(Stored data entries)
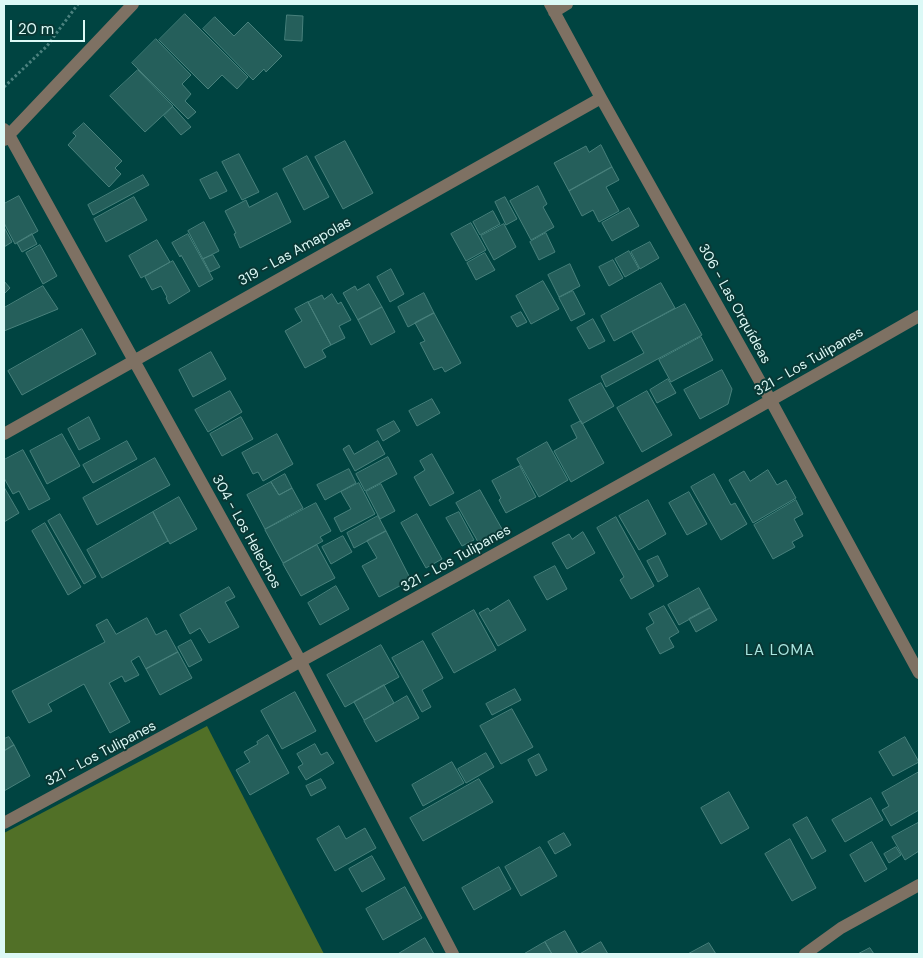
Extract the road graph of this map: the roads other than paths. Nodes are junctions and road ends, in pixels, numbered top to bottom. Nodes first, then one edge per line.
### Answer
1 (134, 4) edge
2 (568, 4) edge
3 (552, 8) edge
4 (601, 98) junction
5 (5, 135) edge
6 (919, 316) edge
7 (134, 360) junction
8 (771, 401) junction
9 (4, 434) edge
10 (301, 662) junction
11 (919, 673) edge
12 (4, 823) edge
13 (919, 885) edge
14 (453, 954) edge
15 (805, 954) edge

1 - 5 street
2 - 3 street
3 - 4 street, 306 - Las Orquídeas
4 - 7 street, 319 - Las Amapolas
4 - 8 street, 306 - Las Orquídeas
5 - 7 street, 304 - Los Helechos
6 - 8 street, 321 - Los Tulipanes
7 - 9 street, 319 - Las Amapolas
7 - 10 street, 304 - Los Helechos
8 - 10 street, 321 - Los Tulipanes
8 - 11 street, 306 - Las Orquídeas
10 - 12 street, 321 - Los Tulipanes
10 - 14 street, 304 - Los Helechos
13 - 15 street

• _Work required_: When you reach a picture in the records above, pass over it and transcribe the rest exactly.

• _Written reply_:
Extract the road graph of this map: the roads other than paths. Nodes are junctions and road ends, in pixels, numbered top to bottom. Nodes first, then one edge per line.
### Answer
1 (134, 4) edge
2 (568, 4) edge
3 (552, 8) edge
4 (601, 98) junction
5 (5, 135) edge
6 (919, 316) edge
7 (134, 360) junction
8 (771, 401) junction
9 (4, 434) edge
10 (301, 662) junction
11 (919, 673) edge
12 (4, 823) edge
13 (919, 885) edge
14 (453, 954) edge
15 (805, 954) edge

1 - 5 street
2 - 3 street
3 - 4 street, 306 - Las Orquídeas
4 - 7 street, 319 - Las Amapolas
4 - 8 street, 306 - Las Orquídeas
5 - 7 street, 304 - Los Helechos
6 - 8 street, 321 - Los Tulipanes
7 - 9 street, 319 - Las Amapolas
7 - 10 street, 304 - Los Helechos
8 - 10 street, 321 - Los Tulipanes
8 - 11 street, 306 - Las Orquídeas
10 - 12 street, 321 - Los Tulipanes
10 - 14 street, 304 - Los Helechos
13 - 15 street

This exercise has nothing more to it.